Nothing. He felt nothing.

“Raef, what is it? What’s happening?”

“Your sister couldn’t have died here.”

Lauren frowned at him. “Of course she did. That’s the one part
of the police report that was completely accurate.”

“How about the coroner’s report? Are you sure it
concurred?”

“Yes. The coroner listed her time of death as more than an hour
before the joggers called 9-1-1.”

“You’ve read it? You’ve seen the report?”

“Yes and yes. I’ve scoured over it. I practically have it
memorized, much to the TPD’s irritation. Raef, what is it?”
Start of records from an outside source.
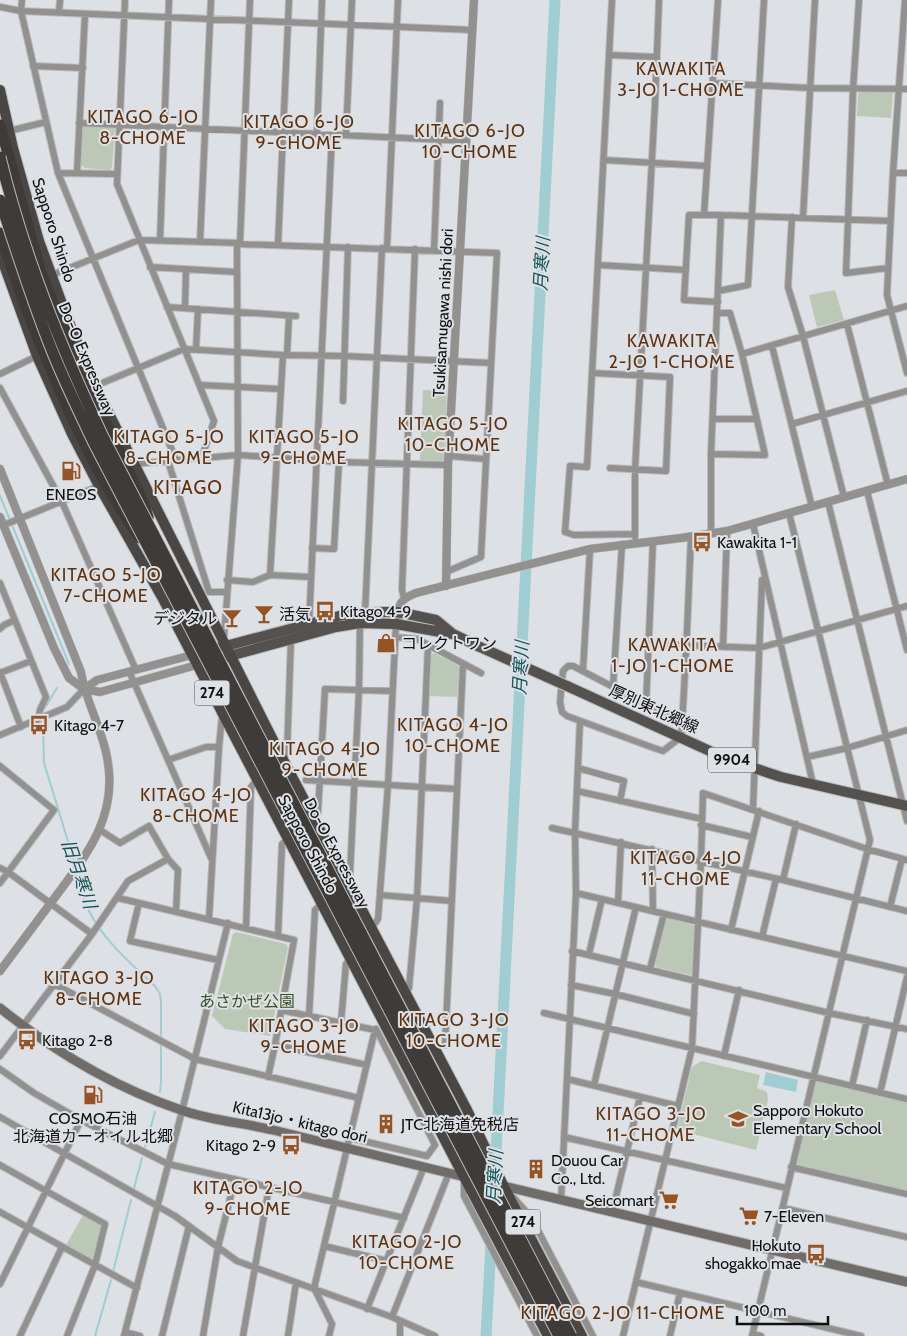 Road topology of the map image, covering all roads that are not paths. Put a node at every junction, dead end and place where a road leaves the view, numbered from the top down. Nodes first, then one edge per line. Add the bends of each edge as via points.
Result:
1 (22, 0) edge
2 (60, 0) edge
3 (125, 0) edge
4 (169, 0) edge
5 (212, 0) edge
6 (250, 0) edge
7 (289, 0) edge
8 (322, 0) edge
9 (352, 0) edge
10 (398, 0) edge
11 (474, 0) edge
12 (612, 0) edge
13 (659, 0) edge
14 (718, 0) edge
15 (764, 0) edge
16 (815, 0) edge
17 (859, 0) edge
18 (905, 4) edge
19 (0, 7) edge
20 (22, 11) junction
21 (60, 13) junction
22 (85, 14) junction
23 (125, 15) junction
24 (168, 17) junction
25 (211, 19) junction
26 (250, 20) junction
27 (288, 22) junction
28 (322, 24) junction
29 (351, 25) junction
30 (397, 26) junction
31 (473, 30) junction
32 (609, 55) junction
33 (657, 57) junction
34 (33, 66) junction
35 (82, 68) junction
36 (712, 83) junction
37 (760, 85) junction
38 (809, 88) junction
39 (900, 89) junction
40 (907, 89) edge
41 (0, 90) edge
42 (853, 90) junction
43 (440, 103) dead end
44 (46, 122) junction
45 (79, 123) junction
46 (120, 125) junction
47 (165, 127) junction
48 (4, 128) edge
49 (205, 129) junction
50 (244, 130) junction
51 (283, 132) junction
52 (316, 134) junction
53 (332, 135) junction
54 (346, 135) junction
55 (391, 137) junction
56 (439, 140) junction
57 (467, 141) junction
58 (0, 157) edge
59 (604, 160) junction
60 (652, 162) junction
61 (707, 166) junction
62 (58, 172) junction
63 (893, 172) junction
64 (77, 173) junction
65 (907, 173) edge
66 (117, 174) junction
67 (0, 200) edge
68 (704, 215) junction
69 (721, 215) junction
70 (753, 216) junction
71 (792, 217) junction
72 (802, 218) junction
73 (847, 219) junction
74 (890, 221) junction
75 (0, 233) edge
76 (139, 240) junction
77 (160, 240) junction
78 (200, 242) junction
79 (237, 244) junction
80 (278, 245) junction
81 (328, 246) junction
82 (348, 247) junction
83 (384, 248) junction
84 (415, 249) junction
85 (434, 250) junction
86 (461, 251) junction
87 (0, 254) edge
88 (93, 257) junction
89 (598, 264) junction
90 (150, 267) junction
91 (646, 268) junction
92 (888, 268) junction
93 (186, 269) junction
94 (686, 270) junction
95 (236, 272) junction
96 (52, 275) junction
97 (718, 291) junction
98 (718, 302) junction
99 (907, 306) edge
100 (167, 307) junction
101 (185, 308) junction
102 (198, 309) junction
103 (891, 310) junction
104 (237, 312) junction
105 (717, 313) junction
106 (847, 324) junction
107 (803, 336) junction
108 (772, 346) junction
109 (184, 349) junction
110 (196, 349) junction
111 (237, 352) junction
112 (742, 354) junction
113 (285, 355) junction
114 (37, 356) junction
115 (322, 356) junction
116 (344, 356) junction
117 (376, 357) junction
118 (411, 359) junction
119 (454, 361) junction
120 (491, 363) junction
121 (139, 368) junction
122 (592, 373) junction
123 (907, 373) edge
124 (0, 374) edge
125 (640, 375) junction
126 (200, 385) junction
127 (95, 386) junction
128 (236, 387) junction
129 (0, 388) edge
130 (280, 389) junction
131 (907, 391) edge
132 (343, 401) dead end
133 (867, 403) junction
134 (823, 415) junction
135 (713, 419) junction
136 (756, 419) junction
137 (792, 424) junction
138 (711, 454) junction
139 (238, 455) junction
140 (449, 456) junction
141 (202, 457) junction
142 (276, 457) junction
143 (485, 459) junction
144 (176, 460) junction
145 (316, 460) junction
146 (168, 461) junction
147 (339, 462) junction
148 (372, 463) junction
149 (406, 463) junction
150 (134, 464) junction
151 (448, 465) junction
152 (610, 468) dead end
153 (0, 469) edge
154 (635, 470) junction
155 (907, 479) edge
156 (888, 485) junction
157 (99, 486) junction
158 (867, 491) junction
159 (844, 498) junction
160 (62, 502) junction
161 (828, 502) junction
162 (812, 507) junction
163 (789, 513) junction
164 (0, 517) edge
165 (17, 520) junction
166 (753, 524) junction
167 (4, 527) edge
168 (727, 530) junction
169 (635, 534) junction
170 (711, 534) junction
171 (691, 537) junction
172 (156, 541) junction
173 (653, 541) junction
174 (635, 543) junction
175 (622, 544) junction
176 (312, 548) junction
177 (590, 549) junction
178 (149, 551) junction
179 (762, 571) junction
180 (446, 572) junction
181 (270, 576) junction
182 (310, 577) junction
183 (227, 580) junction
184 (0, 583) edge
185 (446, 586) junction
186 (226, 592) junction
187 (404, 598) junction
188 (907, 606) edge
189 (897, 609) junction
190 (398, 612) junction
191 (365, 613) junction
192 (15, 620) junction
193 (857, 620) junction
194 (360, 623) junction
195 (309, 624) junction
196 (396, 624) junction
197 (1, 625) edge
198 (818, 632) junction
199 (453, 634) junction
200 (395, 637) junction
201 (291, 639) junction
202 (780, 643) junction
203 (649, 644) junction
204 (225, 645) junction
205 (428, 646) junction
206 (687, 646) junction
207 (723, 647) junction
208 (759, 648) junction
209 (907, 650) edge
210 (192, 655) junction
211 (231, 655) junction
212 (31, 662) junction
213 (463, 664) junction
214 (197, 665) junction
215 (583, 670) junction
216 (133, 671) junction
217 (0, 673) edge
218 (480, 673) dead end
219 (134, 682) junction
220 (613, 687) junction
221 (84, 689) junction
222 (359, 690) junction
223 (392, 691) junction
224 (646, 705) junction
225 (222, 712) junction
226 (38, 720) junction
227 (580, 721) junction
228 (682, 723) junction
229 (21, 727) junction
230 (907, 730) edge
231 (0, 735) edge
232 (885, 736) junction
233 (681, 738) junction
234 (219, 747) junction
235 (847, 748) junction
236 (807, 757) junction
237 (282, 758) junction
238 (168, 760) junction
239 (0, 766) edge
240 (578, 768) junction
241 (754, 768) junction
242 (257, 780) junction
243 (306, 780) dead end
244 (320, 781) junction
245 (355, 784) junction
246 (813, 784) junction
247 (388, 785) junction
248 (421, 787) junction
249 (456, 789) junction
250 (577, 791) junction
251 (859, 795) junction
252 (620, 801) junction
253 (905, 806) edge
254 (756, 810) junction
255 (313, 818) junction
256 (907, 821) edge
257 (701, 822) junction
258 (796, 824) junction
259 (552, 828) dead end
260 (100, 830) junction
261 (575, 832) junction
262 (752, 837) junction
263 (288, 839) junction
264 (621, 842) junction
265 (652, 849) junction
266 (867, 849) junction
267 (168, 859) junction
268 (904, 859) edge
269 (212, 860) junction
270 (701, 861) junction
271 (0, 868) edge
272 (8, 872) junction
273 (745, 872) junction
274 (344, 878) junction
275 (780, 879) junction
276 (0, 883) edge
277 (576, 893) junction
278 (380, 895) junction
279 (118, 898) junction
280 (416, 899) junction
281 (602, 899) junction
282 (855, 899) junction
283 (452, 901) junction
284 (139, 903) junction
285 (322, 903) junction
286 (618, 903) junction
287 (50, 904) junction
288 (636, 907) junction
289 (890, 907) junction
290 (653, 911) junction
291 (907, 911) edge
292 (176, 912) junction
293 (664, 914) junction
294 (209, 919) junction
295 (699, 922) junction
296 (228, 924) junction
297 (246, 928) junction
298 (371, 929) junction
299 (731, 930) junction
300 (94, 931) junction
301 (278, 936) junction
302 (762, 937) junction
303 (572, 951) junction
304 (590, 954) junction
305 (842, 956) junction
306 (351, 958) junction
307 (218, 960) junction
308 (622, 962) junction
309 (650, 969) junction
310 (0, 971) edge
311 (907, 972) edge
312 (907, 977) edge
313 (696, 980) junction
314 (54, 984) junction
315 (571, 985) junction
316 (739, 990) junction
317 (404, 993) junction
318 (615, 994) junction
319 (0, 1008) edge
320 (281, 1010) junction
321 (829, 1012) junction
322 (544, 1013) dead end
323 (694, 1014) junction
324 (309, 1016) junction
325 (570, 1019) junction
326 (867, 1020) junction
327 (341, 1022) junction
328 (385, 1024) junction
329 (23, 1026) junction
330 (896, 1027) junction
331 (608, 1028) junction
332 (907, 1029) edge
333 (375, 1030) junction
334 (275, 1045) junction
335 (445, 1045) dead end
336 (692, 1048) junction
337 (0, 1056) edge
338 (724, 1056) junction
339 (195, 1059) junction
340 (367, 1065) junction
341 (0, 1069) edge
342 (268, 1077) junction
343 (814, 1077) junction
344 (567, 1079) junction
345 (594, 1085) junction
346 (852, 1086) junction
347 (880, 1093) junction
348 (640, 1097) junction
349 (360, 1098) junction
350 (907, 1099) edge
351 (678, 1106) junction
352 (182, 1111) junction
353 (0, 1116) edge
354 (81, 1120) junction
355 (564, 1137) junction
356 (350, 1138) junction
357 (347, 1149) junction
358 (626, 1151) junction
359 (65, 1153) junction
360 (666, 1161) junction
361 (168, 1164) junction
362 (0, 1165) edge
363 (791, 1167) junction
364 (424, 1168) junction
365 (449, 1174) junction
366 (464, 1177) junction
367 (235, 1179) junction
368 (269, 1187) junction
369 (504, 1187) junction
370 (786, 1188) junction
371 (46, 1191) junction
372 (907, 1194) edge
373 (561, 1201) junction
374 (335, 1203) junction
375 (158, 1206) junction
376 (783, 1208) junction
377 (0, 1212) edge
378 (612, 1213) junction
379 (404, 1218) junction
380 (651, 1222) junction
381 (189, 1226) junction
382 (28, 1228) junction
383 (907, 1237) edge
384 (324, 1246) junction
385 (62, 1247) junction
386 (218, 1247) junction
387 (772, 1250) junction
388 (387, 1261) junction
389 (95, 1265) junction
390 (255, 1268) junction
391 (636, 1282) junction
392 (907, 1282) edge
393 (296, 1283) junction
394 (0, 1284) edge
395 (137, 1288) junction
396 (315, 1290) junction
397 (680, 1293) junction
398 (367, 1309) junction
399 (758, 1312) junction
400 (392, 1318) junction
401 (400, 1321) junction
402 (125, 1334) edge
403 (626, 1335) edge
404 (752, 1335) edge
405 (20, 1336) edge
406 (67, 1336) edge
407 (140, 1336) edge
408 (162, 1336) edge
409 (202, 1336) edge
410 (243, 1336) edge
411 (288, 1336) edge
412 (329, 1336) edge
413 (400, 1336) edge
414 (435, 1336) edge
415 (537, 1336) edge
416 (548, 1336) edge
417 (559, 1336) edge
418 (571, 1336) edge
419 (582, 1336) edge
420 (593, 1336) edge
421 (670, 1336) edge
422 (761, 1336) edge
423 (861, 1336) edge

1 - 20 street
2 - 21 street
3 - 23 street
4 - 24 street
5 - 25 street
6 - 26 street
7 - 27 street
8 - 28 street
9 - 29 street
10 - 30 street
11 - 31 street, Tsukisamugawa nishi dori
12 - 32 street
13 - 33 street
14 - 36 street
15 - 37 street
16 - 38 street
17 - 42 street
18 - 39 street
19 - 20 street
20 - 21 street
20 - 34 street
21 - 22 street
22 - 23 street
22 - 35 street
23 - 24 street
23 - 46 street
24 - 25 street
24 - 47 street
25 - 26 street
25 - 49 street
26 - 27 street
26 - 50 street
27 - 28 street
27 - 51 street
28 - 29 street
28 - 52 street
29 - 30 street
29 - 54 street
30 - 31 street
30 - 55 street
31 - 57 street, Tsukisamugawa nishi dori
32 - 33 street
32 - 59 street
33 - 60 street
34 - 35 street
34 - 44 street
35 - 45 street
36 - 37 street
36 - 61 street
37 - 38 street
37 - 70 street
38 - 42 street
38 - 72 street
39 - 40 street
39 - 42 street
39 - 63 street
41 - 48 highway, Sapporo Shindo / 274
42 - 73 street
43 - 56 street
44 - 48 street
44 - 62 street
45 - 46 street
45 - 64 street
46 - 47 street
46 - 66 street
47 - 49 street
47 - 77 street
48 - 96 highway, Sapporo Shindo / 274
48 - 172 highway, bridge via 41,273 77,361 143,502
49 - 50 street
49 - 78 street
50 - 51 street
50 - 79 street via 240,243
51 - 52 street
51 - 80 street
52 - 53 street
53 - 54 street
53 - 81 street
54 - 55 street
55 - 56 street
55 - 83 street
56 - 57 street
56 - 85 street
57 - 86 street, Tsukisamugawa nishi dori
58 - 172 highway, Do-O Expressway, bridge via 33,271 63,350 102,437
59 - 60 street
59 - 89 street
60 - 61 street
60 - 91 street
61 - 68 street
62 - 64 street
62 - 88 street
63 - 65 street
63 - 74 street
64 - 66 street
66 - 76 street via 116,184
67 - 178 highway, Do-O Expressway, bridge via 22,272 62,375
68 - 69 street
68 - 94 street via 689,215
69 - 70 street
69 - 97 street
70 - 71 street
70 - 97 street via 748,285
71 - 72 street
71 - 107 street via 788,287
72 - 73 street
73 - 74 street
73 - 92 street via 846,273
74 - 92 street
75 - 178 highway, bridge via 63,398 95,464
76 - 77 street
76 - 88 street
76 - 90 street
77 - 78 street
78 - 79 street
79 - 80 street
79 - 95 street
80 - 81 street
81 - 82 street
81 - 115 street
82 - 83 street
82 - 116 street
83 - 84 street
83 - 117 street
84 - 85 street
84 - 118 street
85 - 86 street
86 - 119 street, Tsukisamugawa nishi dori
86 - 120 street via 496,254
87 - 114 highway, Sapporo Shindo / 274
88 - 96 street
88 - 121 street
89 - 91 street
89 - 122 street
90 - 93 street
90 - 100 street
91 - 94 street
91 - 125 street
92 - 103 street via 887,295
93 - 95 street
93 - 101 street
94 - 98 street via 684,300
95 - 104 street
96 - 127 highway, Sapporo Shindo / 274
97 - 98 street
98 - 105 street
99 - 103 street
100 - 101 street
100 - 109 street
101 - 102 street
102 - 104 street
102 - 110 street
103 - 106 street
103 - 123 street
104 - 111 street
104 - 113 street via 293,316
105 - 112 street via 730,313
105 - 135 street
106 - 107 street
106 - 133 street
107 - 108 street
107 - 134 street
108 - 112 street
108 - 137 street
109 - 110 street
109 - 121 street
109 - 126 street
110 - 111 street
111 - 113 street
111 - 128 street
112 - 136 street
113 - 115 street
113 - 130 street
114 - 124 street
114 - 157 highway, Sapporo Shindo / 274 via 64,420
115 - 116 street
115 - 145 street
116 - 117 street
116 - 132 street
117 - 118 street
117 - 148 street
118 - 119 street
118 - 149 street
119 - 120 street
119 - 140 street, Tsukisamugawa nishi dori
120 - 143 street
121 - 127 street
121 - 144 street
122 - 125 street
122 - 169 street via 587,467 570,466 565,532 574,535
125 - 154 street
125 - 154 street via 670,377 666,471
126 - 128 street
126 - 141 street via 214,421
127 - 150 highway, Sapporo Shindo / 274
128 - 130 street
128 - 139 street
129 - 160 street
130 - 142 street
131 - 133 street
133 - 134 street
133 - 156 street
134 - 137 street
134 - 159 street
135 - 136 street
135 - 138 street
136 - 138 street via 764,455
137 - 162 street
138 - 170 street
139 - 141 street
139 - 142 street
139 - 183 street
140 - 143 street
140 - 151 street, Tsukisamugawa nishi dori
141 - 144 street
142 - 145 street
142 - 181 street
143 - 180 street via 481,557
144 - 146 street
145 - 147 street
145 - 176 street
146 - 150 street
146 - 186 street via 209,592
147 - 148 street
147 - 176 street via 334,549
148 - 149 street
148 - 191 street
149 - 151 street
149 - 187 street
150 - 204 highway, Sapporo Shindo / 274
151 - 180 street, Tsukisamugawa nishi dori
152 - 154 street
153 - 165 street
154 - 169 street
155 - 156 street
156 - 158 street
157 - 160 street
157 - 210 highway, Sapporo Shindo / 274
158 - 159 street
158 - 189 street
159 - 161 street
160 - 165 street
160 - 216 street
161 - 162 street
161 - 193 street
162 - 163 street
163 - 166 street
163 - 198 street
164 - 167 street
165 - 167 street
165 - 221 street via 81,672
166 - 168 street
166 - 179 street
167 - 221 street via 54,648 69,678
168 - 170 street
168 - 207 street
169 - 174 street
170 - 171 street
171 - 173 street
171 - 206 street
172 - 418 highway, Do-O Expressway, bridge
173 - 174 street
173 - 203 street
174 - 175 street
175 - 177 street
175 - 220 street
176 - 182 street
177 - 185 street
177 - 215 street
178 - 417 highway, Do-O Expressway, bridge
179 - 202 street
179 - 208 street
180 - 185 street, Tsukisamugawa nishi dori
181 - 182 street
181 - 183 street via 254,582
182 - 195 street
183 - 186 street
184 - 192 street
185 - 187 street
186 - 204 street
187 - 190 street
188 - 189 street
189 - 193 street
189 - 209 street
190 - 191 main road, 厚別東北郷線 / 9904
190 - 196 street
190 - 199 main road, 厚別東北郷線 / 9904 via 436,620
191 - 195 main road, 厚別東北郷線 / 9904
192 - 197 street
192 - 212 street
193 - 198 street
193 - 232 street
194 - 196 main road, 厚別東北郷線 / 9904
194 - 201 main road, 厚別東北郷線 / 9904
194 - 222 street
195 - 204 main road, 厚別東北郷線 / 9904
196 - 199 main road, 厚別東北郷線 / 9904
196 - 200 street
198 - 202 street
198 - 235 street
199 - 233 main road, 厚別東北郷線 / 9904, bridge
200 - 205 street via 417,639
200 - 223 street
201 - 211 main road, 厚別東北郷線 / 9904
201 - 237 street via 287,753
202 - 208 street
202 - 236 street
203 - 206 street
203 - 224 street
204 - 210 main road, 厚別東北郷線 / 9904
204 - 211 highway, Sapporo Shindo / 274
205 - 213 street
205 - 248 street
206 - 207 street
206 - 228 street
207 - 208 street
208 - 241 street
210 - 214 highway, Sapporo Shindo / 274
210 - 216 street
211 - 214 main road, 厚別東北郷線 / 9904
211 - 237 highway, Sapporo Shindo / 274
212 - 217 street
212 - 226 street via 46,697
213 - 218 street
213 - 249 street
214 - 219 street
214 - 225 highway, Sapporo Shindo / 274
215 - 220 street
215 - 227 street via 573,666 565,668 560,702 562,712
216 - 219 street
216 - 221 street via 97,680
217 - 229 street
219 - 221 street via 100,692
219 - 238 street
220 - 224 street
221 - 226 street via 67,707
221 - 260 street via 105,744 109,765 109,791
222 - 223 street
222 - 244 street via 325,689
222 - 245 street
223 - 247 street
224 - 228 street
225 - 234 street
225 - 242 highway, Sapporo Shindo / 274
226 - 229 street
227 - 233 street via 663,751
227 - 240 street
228 - 233 street
229 - 231 street
230 - 232 street
232 - 235 street
232 - 253 street
233 - 241 main road, 厚別東北郷線 / 9904
234 - 238 street via 206,747
234 - 269 street
235 - 236 street
235 - 251 street
236 - 246 street
237 - 255 highway, Sapporo Shindo / 274
238 - 269 street
239 - 272 street via 54,810
240 - 250 street
240 - 252 street via 624,781
241 - 246 main road, 厚別東北郷線 / 9904
241 - 254 street
242 - 263 highway, Sapporo Shindo / 274
242 - 297 street via 251,788
243 - 244 street
244 - 245 street
244 - 255 street via 318,812
245 - 247 street
245 - 274 street via 350,874
246 - 251 main road, 厚別東北郷線 / 9904
247 - 248 street
247 - 278 street
248 - 249 street
248 - 280 street
249 - 283 street
250 - 252 street
250 - 261 street
251 - 253 main road, 厚別東北郷線 / 9904
251 - 266 street via 870,840
252 - 257 street
253 - 256 street
254 - 257 street via 702,793
254 - 258 street
254 - 262 street
255 - 274 highway, Sapporo Shindo / 274
257 - 262 street
257 - 270 street
258 - 266 street
258 - 275 street
259 - 261 street
260 - 267 street via 120,843 149,826
260 - 287 street via 88,854
261 - 264 street
261 - 277 street
262 - 273 street
263 - 285 highway, Sapporo Shindo / 274
263 - 301 street via 282,844
264 - 265 street
264 - 286 street
265 - 270 street
265 - 290 street
266 - 268 street
266 - 282 street
267 - 279 street via 128,881
267 - 292 street via 178,870
268 - 289 street
269 - 294 street
270 - 273 street
270 - 295 street
271 - 272 street
272 - 276 street
272 - 287 street
273 - 275 street
273 - 299 street
274 - 298 highway, Sapporo Shindo / 274
275 - 282 street
275 - 302 street
277 - 281 street
277 - 303 street
278 - 280 street
278 - 298 street via 378,919
279 - 284 street
279 - 300 street
280 - 283 street
280 - 317 street via 409,988
281 - 286 street
281 - 304 street
282 - 289 street
282 - 305 street
283 - 335 street
284 - 292 street
284 - 307 street via 130,941
285 - 306 highway, Sapporo Shindo / 274
285 - 324 street via 315,910
286 - 288 street
287 - 300 street
287 - 310 street
288 - 290 street
288 - 308 street
289 - 291 street
290 - 293 street
292 - 294 street
293 - 295 street
293 - 309 street
294 - 296 street
295 - 299 street
295 - 313 street
296 - 297 street
296 - 307 street
297 - 301 street
298 - 317 highway, Sapporo Shindo / 274
299 - 302 street
300 - 314 street
301 - 320 street via 294,940
302 - 305 street
303 - 304 street
303 - 315 street
304 - 308 street
305 - 311 street
305 - 321 street
306 - 327 street via 346,964
306 - 328 highway, Sapporo Shindo / 274
307 - 339 street
308 - 309 street
308 - 318 street
309 - 313 street
312 - 330 street
313 - 316 street
313 - 323 street
314 - 329 street
314 - 339 street
315 - 318 street
315 - 325 street
316 - 321 street
316 - 338 street
317 - 369 highway, Sapporo Shindo / 274
318 - 323 street
318 - 331 street
319 - 329 main road, Kita13jo・kitago dori
320 - 324 street
320 - 334 street
321 - 326 street
321 - 343 street
322 - 325 street
323 - 336 street
324 - 327 street
325 - 331 street
325 - 344 street
326 - 330 street
326 - 346 street
327 - 333 street
328 - 333 street
328 - 366 highway, Sapporo Shindo / 274
329 - 337 street
329 - 352 main road, Kita13jo・kitago dori via 92,1072
330 - 332 street
330 - 347 street
331 - 336 street
331 - 345 street
333 - 340 street
333 - 356 street via 435,1145 427,1156
334 - 340 street
334 - 342 street
336 - 338 street
336 - 351 street
338 - 343 street
339 - 342 street
339 - 352 street
340 - 349 street
341 - 354 street
342 - 349 street
343 - 346 street
343 - 363 street
344 - 345 street
344 - 355 street
345 - 348 street
346 - 347 street
347 - 350 street
348 - 351 street
348 - 358 street
349 - 356 street
351 - 360 street
352 - 357 main road, Kita13jo・kitago dori
352 - 361 street
353 - 359 street
354 - 359 street
354 - 361 street
355 - 358 street
355 - 373 street
356 - 357 street
357 - 364 main road, Kita13jo・kitago dori
357 - 374 street
358 - 360 street
358 - 378 street
359 - 371 street
359 - 375 street
360 - 370 street
360 - 380 street
361 - 367 street
361 - 375 street
362 - 371 street
363 - 370 street
363 - 372 street
364 - 365 main road, Kita13jo・kitago dori
364 - 379 street
365 - 366 main road, Kita13jo・kitago dori
365 - 400 street
366 - 369 main road, Kita13jo・kitago dori, bridge
366 - 415 street via 464,1196
366 - 416 highway, Sapporo Shindo / 274
367 - 368 street
367 - 386 street
368 - 374 street
368 - 390 street
369 - 373 main road, Kita13jo・kitago dori
369 - 419 highway, Sapporo Shindo / 274
369 - 420 street via 531,1217
370 - 376 street
371 - 382 street
371 - 389 street via 105,1224
373 - 378 main road, Kita13jo・kitago dori
374 - 379 street
374 - 384 street
375 - 381 street
375 - 395 street
376 - 383 street
376 - 387 street
377 - 382 street
378 - 380 main road, Kita13jo・kitago dori
379 - 388 street
380 - 387 main road, Kita13jo・kitago dori
380 - 391 street
381 - 386 street
381 - 408 street
382 - 385 street
382 - 394 street
384 - 388 street
384 - 396 street
385 - 389 street
385 - 405 street
386 - 390 street via 237,1261
386 - 409 street
387 - 392 main road, Kita13jo・kitago dori
387 - 399 street
388 - 398 street
389 - 395 street
389 - 406 street
390 - 393 street
390 - 410 street
391 - 397 street
391 - 403 street
393 - 396 street
393 - 411 street
395 - 402 street
396 - 398 street
396 - 412 street via 332,1324
397 - 399 street
397 - 421 street
398 - 400 street
399 - 404 street
399 - 423 street
400 - 401 street
401 - 413 street
401 - 414 street
402 - 407 street
404 - 422 street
“There’s nothing here. No psychic Tracing of a death at all.
And that is impossible.”

Lauren opened her mouth, but instead of speaking, a strangled
gasp wrenched from her. She swayed, her eyes fluttering, and Raef moved quickly
to her side, steadying her by grasping her arm.

“Easy there. I’ll figure this out and—” His words broke off
abruptly as emotions rippled through him. But they weren’t death scene emotions,
familiar if numbing in their violence. Instead, joy and warmth and a poignant
sense of longing filled him. He tried to throw up his mental barriers, but his
traitorous Gift ignored it, leaving him naked and defenseless to the onslaught.
Then the air beside Lauren rippled and her twin’s ethereal body manifested.

“I knew you’d come. I knew you wouldn’t
let us down. I remembered you from that article in
Oklahoma
Today
magazine last year.”
She grinned impishly.
“It said you were the best psychic detective in
Oklahoma—that you were like an Old West sheriff. You always got your
man.”

Raef swallowed hard, trying to pull himself together.
I can feel her joy!
Never before. Never during the
twenty-five years his Gift had manifested had he ever felt a positive emotion
from any spirit.

Aubrey laughed and the sound washed through his body like
magic, sensitizing his nerves and his skin so that the fine dark hair on his
forearms prickled as if she had just run a teasing, caressing hand over
them.

“Ah, come on, Kent, relax. You look like
you’ve seen a ghost,”
she said, still smiling joyously.

“Raef.” He ground the word out automatically, the usual
gruffness of his voice intensified by the force of the emotions filling him.
“People call me Raef.”

“I’m not going to,”
Aubrey said.
“I like Kent better. Plus, you can’t really call me a
person anymore, can you?”

Raef just stared at her. Had a spirit ever called him anything?
No, hell, no, none of them had. He usually just Tracked the negative emotions
left by the bad guys. He followed violence and hatred and fear until it led him
to a living murderer. Ghosts didn’t have shit to do with him.

Until
this
ghost.

Aubrey’s gaze went from him to sweep around Swan Lake.
“It’s beautiful here, don’t you think? The trees are
particularly lovely. So wise and strong, like soldiers standing
guard.”
She turned shimmering blue eyes back to him.
“They must take a lot of care.”

As soon as she’d spoken the words Raef felt it. The slicing
pain hit him as Aubrey’s semitransparent body doubled over. Lauren moaned, and
her arm trembled violently under his grasp.